As mentioned, commentary on Loper Bright's impact is sparce: one federal court and two speculative online blog posts. Scholarship and cases across the country have only begun to address Loper Bright's impact on federal healthcare regulation. United States ex rel. Sheldon v. Forest Laboratories, LLC, No. ELH-14-2535, 2024 WL 3555116 at *33 (D. Md. July 23, 2024) (slip copy) (inviting the parties to submit supplemental briefing on Loper Bright's impact on the court's interpretation of the Medicaid Rebate Statute in a False Claims Act claim); Anna Akers Hornsby, et al., The Overturn of Chevron: A New Design for Healthcare Law, Eye on Enforcement (Jul. 15, 2024), https://www.eyeonenforcement.com/2024/07/the-overturn-of-chevron-a-new-design-for-healthcare-law (“. . . Loper may give a defendant that has not complied with guidance the opportunity to argue to a court that the guidance is inconsistent with a statute or otherwise outside of an agency's statutory authority.”); Pascal Naples, et al., Post-Chevron Health Care Regulations: What May Be in Store for Stark Law Litigation, JD Supra (Jul. 24, 2024), https://www.jdsupra.com/legalnews/post-chevron-health-care-regulations-1965853 (“the court could disagree with . . . any definition contained within a regulation promulgated by CMS pursuant to the Stark Law.”).

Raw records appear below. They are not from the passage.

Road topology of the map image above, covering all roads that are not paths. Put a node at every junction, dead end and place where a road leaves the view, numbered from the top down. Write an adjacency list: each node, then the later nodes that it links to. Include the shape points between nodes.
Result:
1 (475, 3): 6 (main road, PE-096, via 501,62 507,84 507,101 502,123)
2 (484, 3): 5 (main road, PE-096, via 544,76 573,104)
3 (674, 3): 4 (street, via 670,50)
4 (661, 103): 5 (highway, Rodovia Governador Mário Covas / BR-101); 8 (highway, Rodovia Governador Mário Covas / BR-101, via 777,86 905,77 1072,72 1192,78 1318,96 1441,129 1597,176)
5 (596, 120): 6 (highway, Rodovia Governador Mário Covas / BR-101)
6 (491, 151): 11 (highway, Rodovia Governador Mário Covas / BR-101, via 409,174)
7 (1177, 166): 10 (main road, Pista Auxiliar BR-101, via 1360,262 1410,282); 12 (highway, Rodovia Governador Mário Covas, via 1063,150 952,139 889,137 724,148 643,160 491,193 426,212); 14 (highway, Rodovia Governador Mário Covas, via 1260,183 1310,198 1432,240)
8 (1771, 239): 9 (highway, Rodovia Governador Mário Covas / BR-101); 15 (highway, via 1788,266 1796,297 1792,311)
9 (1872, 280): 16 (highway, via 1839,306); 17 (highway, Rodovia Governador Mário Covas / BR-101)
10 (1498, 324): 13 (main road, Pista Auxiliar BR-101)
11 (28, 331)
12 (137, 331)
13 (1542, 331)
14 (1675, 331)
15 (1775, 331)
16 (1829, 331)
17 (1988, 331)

The problem is that I cannot determine if Relator has stated a claim upon which relief can be granted if I do not know what the Stark Law requires. Here, the Stark Regulations provide the definitional foundation of Relator's Stark Law claim. 42 C.F.R. § 411.354(a) (providing that financial relationships may be “direct or indirect compensation arrangements”); 42 C.F.R. § 411.354(c)(1) (defining a “direct compensation arrangement”); 42 C.F.R. § 411.354(c)(2) (defining an “indirect compensation arrangement”); 42 C.F.R. § 411.354(c)(4) (exceptions to indirect compensation arrangements). The question before the court is whether those definitions are consistent with congressional authorization and the statute.
Without regulations, the Stark Law is certainly shorter: When a physician and an entity have a “financial relationship,” (1) the physician may not make referrals to the entity “for the furnishing of designated health services for which payment otherwise may be made” and (2) an entity may not present a claim to a third-party payor “furnished pursuant to” a prohibited referral. 42 U.S.C. § 1395nn(a). Loper Bright mandates a careful, considerate examination.
Because the parties have not had an opportunity to address Loper Bright's impact on the pending claim, if any, I ORDER both the Plaintiff and Defendants to file simultaneous briefs on the issue by October 4, 2024. Both Plaintiff and Defendants shall file responses to the opposing party's brief by October 18, 2024.
The court DIRECTS the Clerk to send a copy of this Order to counsel of record and any unrepresented party.
The court further DIRECTS the Clerk to post a copy of this published order on the court's website, www.wvsd.uscourts.gov.